Henry Mitchell, The Essential Earthman
(Herewith my very tardy contribution to the Henry Mitchell Festschrift at May Dreams Gardens.)
The Essential Earthman was my introduction to the art of garden writing and to the wonders of Henry Mitchell. It's a book that I reread often, each time with familiar comfort and deepened appreciation: let me count the ways.
(But first: Earth-MAYON? or EARTH-mun? I think I'd always thought of it as the former, but now I'm tending toward the latter. Prospective next year's resolution: find a setting where this usage controversy can actually rear its pretty head in real, live, audible conversation.)
And now, let us praise Henry Mitchell's paronomasia—that is, his hearty embrace of the pun ("The Wrongs of Winter, the Rites of Spring"). And his rimshot jokes, almost always at the expense of cats. And his metaphors, weirdly apt ("The flowers suggest a Santa Barbara girl who gave up tennis for macrame, that is, they look a bit odd, as if they had tried drugs and lived in Tangiers awhile"), and gleefully mishmoshed ("We begin, often enough, by hoping to knock the neighbors' eyes out with the largest mass of color since the lions ate the Christians"). And his allusions that remain just beyond my ken ("The first [Anemone blanda] out with me this year was the somewhat startling raw rich red 'Radar,' like a dandelion that fought at Shiloh, so to speak." ...that one I kind of get; "Once they saw we were not going to catch them for a Brunswick stew, and once they comprehended that the hounds were actually awake only on the rarest occasions, then the squirrels arrived like the guests at Andrew Jackson's cheese board." ...that one was beyond me until I looked here [—see "Anyone could come to Andrew Jackson's public parties..."]). And his sly riffing satire (fictional named varieties of Japanese irises "Moon over the Tortoise Cat's Ear', "Shimmering Brocade of July Charcoal Pit', and 'Glory of Titmouse Nest').

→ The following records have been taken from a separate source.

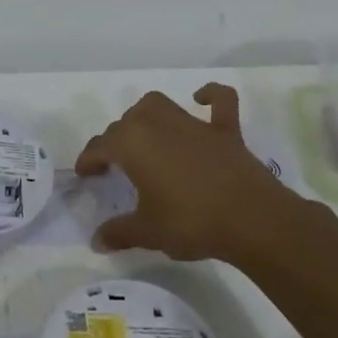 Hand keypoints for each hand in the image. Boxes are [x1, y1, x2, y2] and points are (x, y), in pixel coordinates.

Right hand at [75, 84, 312, 260]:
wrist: (252, 220)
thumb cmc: (191, 223)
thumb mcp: (148, 232)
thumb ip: (120, 233)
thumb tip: (97, 241)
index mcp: (132, 144)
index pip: (100, 146)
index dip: (88, 160)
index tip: (85, 174)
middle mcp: (158, 125)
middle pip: (126, 123)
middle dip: (115, 140)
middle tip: (114, 165)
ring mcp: (193, 124)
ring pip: (158, 105)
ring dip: (145, 115)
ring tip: (144, 135)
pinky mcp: (225, 130)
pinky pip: (219, 102)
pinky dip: (210, 96)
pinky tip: (201, 99) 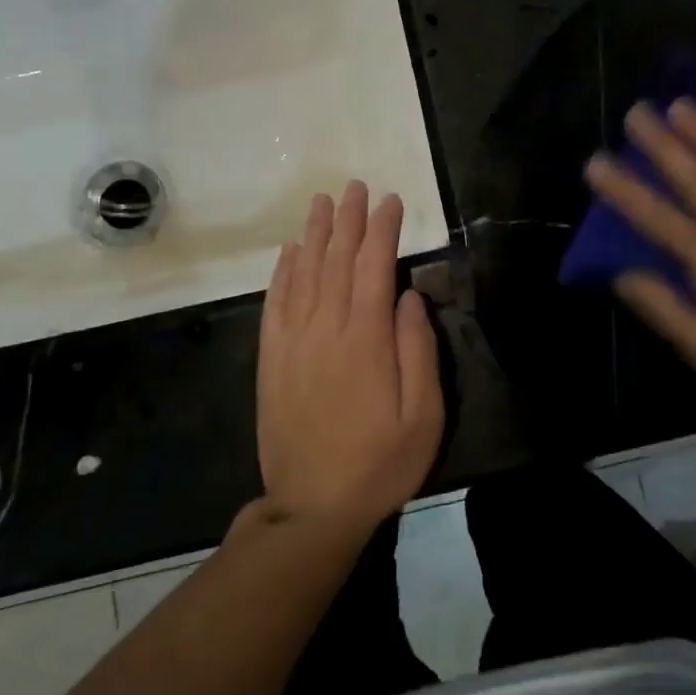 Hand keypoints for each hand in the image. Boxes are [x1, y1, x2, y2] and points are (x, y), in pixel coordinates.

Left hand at [255, 181, 443, 534]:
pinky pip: (275, 304)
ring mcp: (293, 344)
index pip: (373, 268)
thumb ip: (418, 350)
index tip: (390, 200)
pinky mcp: (272, 361)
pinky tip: (289, 251)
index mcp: (366, 340)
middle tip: (355, 186)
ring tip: (322, 202)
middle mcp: (325, 330)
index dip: (382, 230)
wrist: (313, 508)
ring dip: (314, 234)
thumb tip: (410, 297)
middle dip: (348, 220)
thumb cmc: (381, 463)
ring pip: (303, 274)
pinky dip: (282, 272)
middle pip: (336, 261)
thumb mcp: (423, 415) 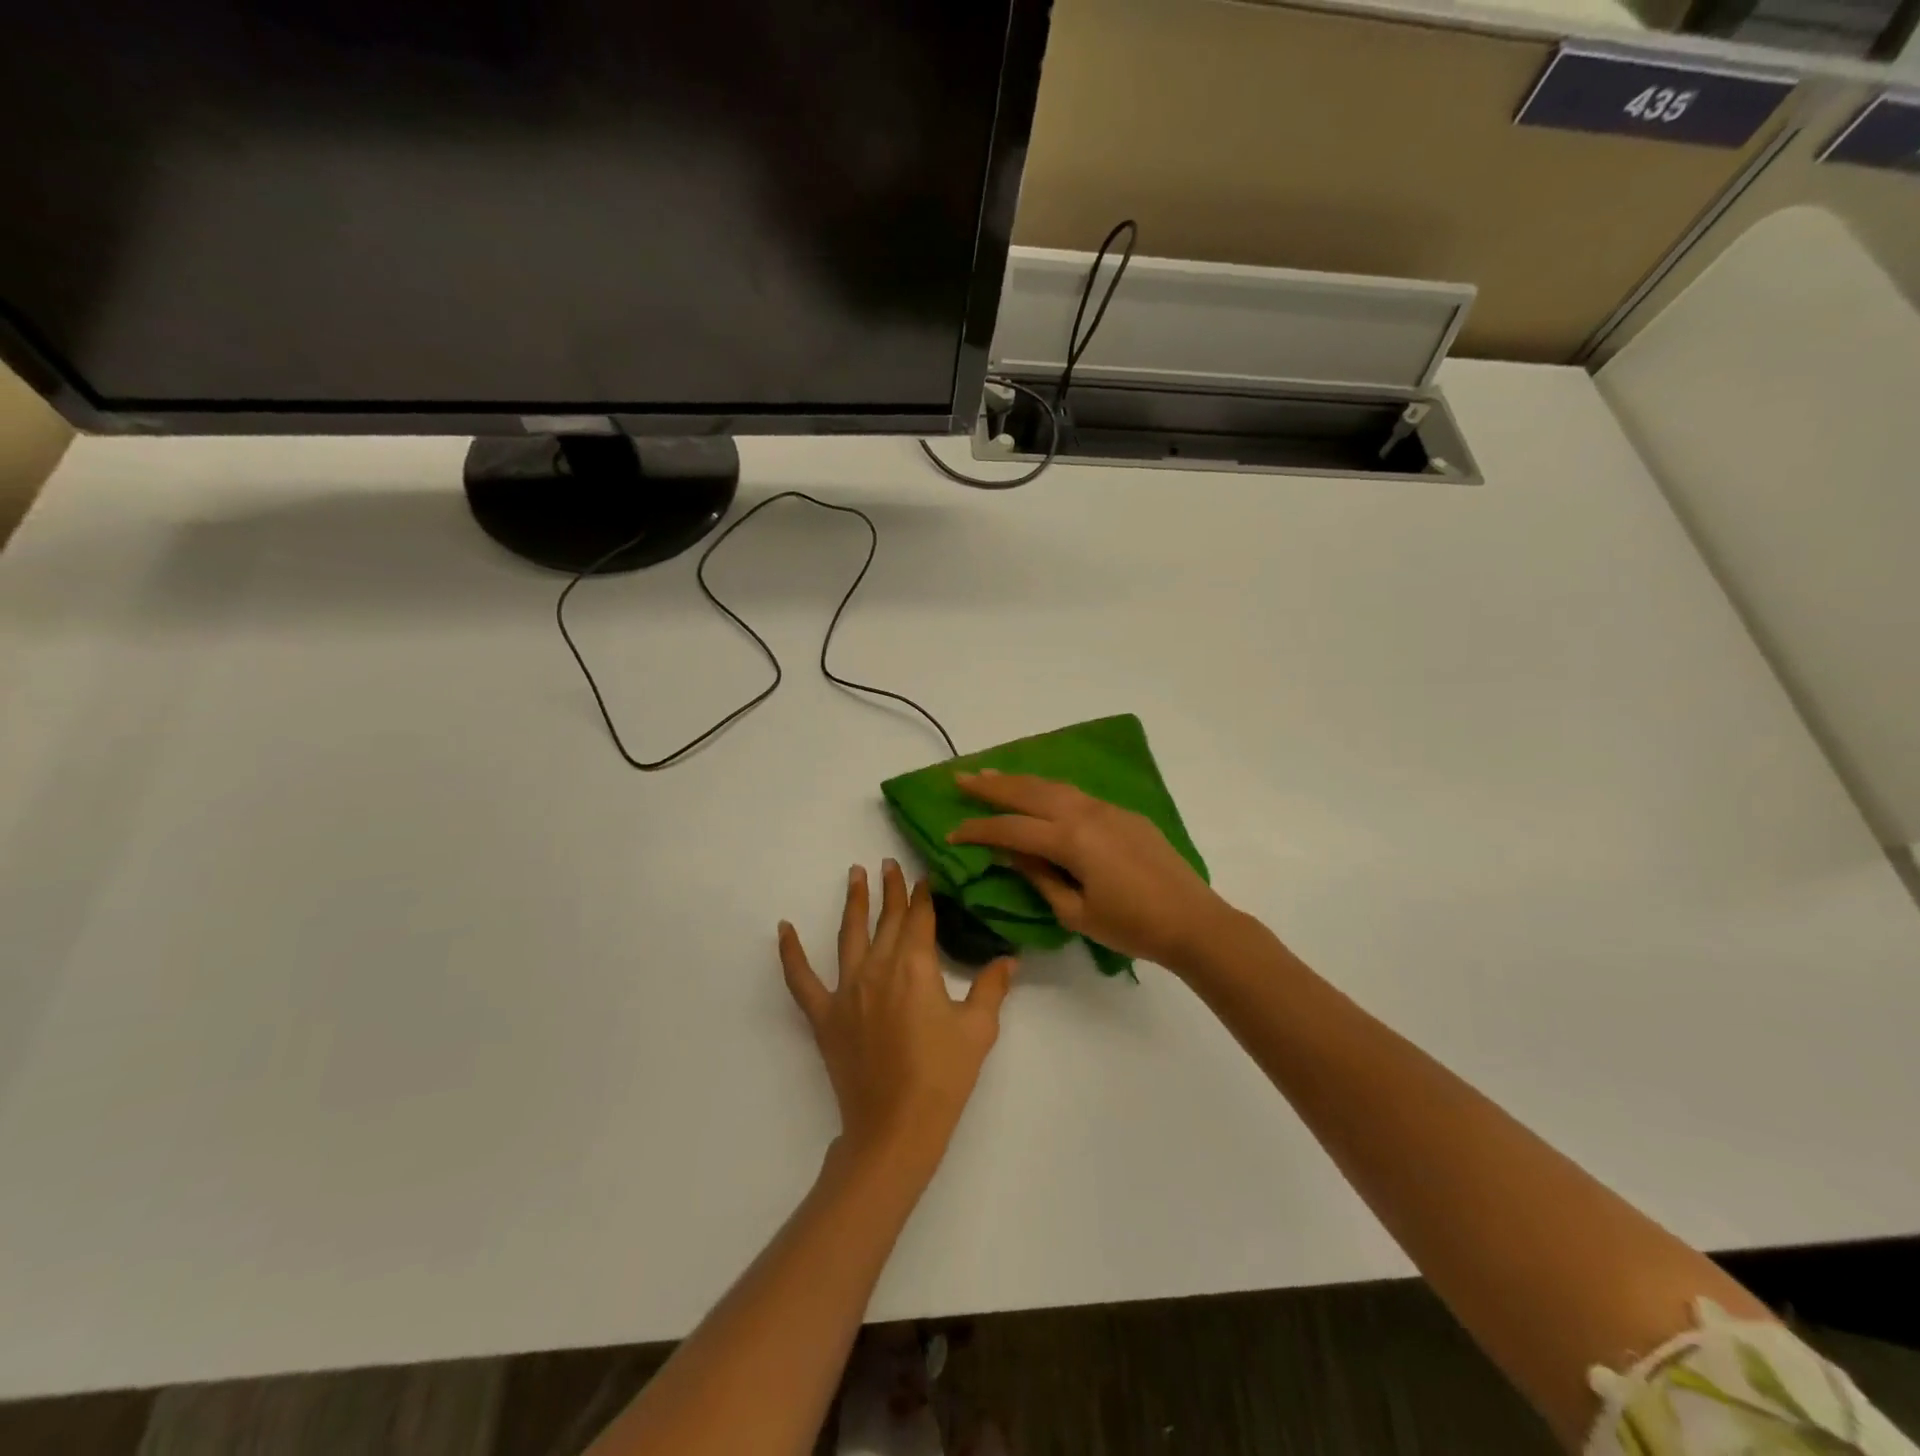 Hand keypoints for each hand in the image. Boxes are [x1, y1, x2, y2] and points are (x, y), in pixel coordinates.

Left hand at [778, 860, 1014, 1179]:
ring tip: (855, 874)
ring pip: (849, 934)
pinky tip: (783, 928)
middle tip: (889, 863)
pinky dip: (790, 953)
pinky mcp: (824, 1015)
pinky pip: (801, 979)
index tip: (924, 877)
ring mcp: (846, 989)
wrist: (896, 1127)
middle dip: (891, 890)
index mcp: (915, 966)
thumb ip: (991, 987)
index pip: (920, 919)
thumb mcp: (978, 1029)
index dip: (923, 896)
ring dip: (854, 902)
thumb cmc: (943, 1076)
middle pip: (887, 920)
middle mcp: (878, 967)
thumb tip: (1008, 959)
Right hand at [949, 771, 1230, 971]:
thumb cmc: (1132, 926)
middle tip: (961, 778)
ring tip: (991, 775)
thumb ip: (1039, 877)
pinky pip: (1075, 793)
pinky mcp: (1123, 814)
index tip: (951, 832)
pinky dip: (1048, 789)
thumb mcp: (1076, 913)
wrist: (1193, 921)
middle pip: (1029, 792)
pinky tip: (1038, 792)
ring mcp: (1107, 809)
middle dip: (992, 786)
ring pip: (1053, 785)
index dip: (978, 830)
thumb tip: (1011, 852)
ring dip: (1019, 780)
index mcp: (1071, 840)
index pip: (1012, 828)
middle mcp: (1085, 814) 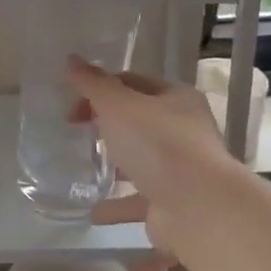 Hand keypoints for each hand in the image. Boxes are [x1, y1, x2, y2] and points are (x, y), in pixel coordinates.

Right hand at [65, 58, 231, 249]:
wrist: (198, 209)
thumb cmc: (160, 145)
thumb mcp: (120, 106)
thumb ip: (94, 84)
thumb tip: (71, 60)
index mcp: (177, 99)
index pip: (134, 82)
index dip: (101, 88)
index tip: (72, 104)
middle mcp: (183, 131)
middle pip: (138, 120)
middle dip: (107, 123)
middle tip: (76, 130)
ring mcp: (179, 169)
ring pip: (140, 160)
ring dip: (114, 163)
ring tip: (83, 165)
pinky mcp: (171, 203)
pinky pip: (138, 200)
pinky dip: (117, 204)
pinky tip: (93, 211)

You don't have to agree with Henry Mitchell about everything to enjoy him. (I for one go for cats over dogs.) He's mad about bearded irises, I'm meh about them. He rues the rudbeckia, which I regard as the savior of my summer-slumping perennial border. And what's this? He dislikes the rose 'Charlotte Armstrong' because: "It's very like Beethoven, a towering composer, no doubt of that, and yet you may dislike most of his music, though the late quartets sound much like Mozart." (But But But!...I sputter, affectionately.)
There are no photographs in The Essential Earthman, because they would be beside the point, and would only detract from descriptions like this: "The flowers [of the moonflower] are strongly scented, a trifle sickly in character. They are like thin strong silk, so white they appear to be illuminated, even on a fairly dark night." How confidently he strides in each of his pieces from wisecrack, to erudition, to self-deprecating admission, to the moral of the story, without missing a beat.
When Henry Mitchell writes of the gardener's nearly universal love of the color blue, he theorizes that "there is some numinous aspect to blue and that other gardeners sense it as much as I do." That's what I seek and find whenever I read Henry Mitchell. If his writing were a color, it would be the color blue.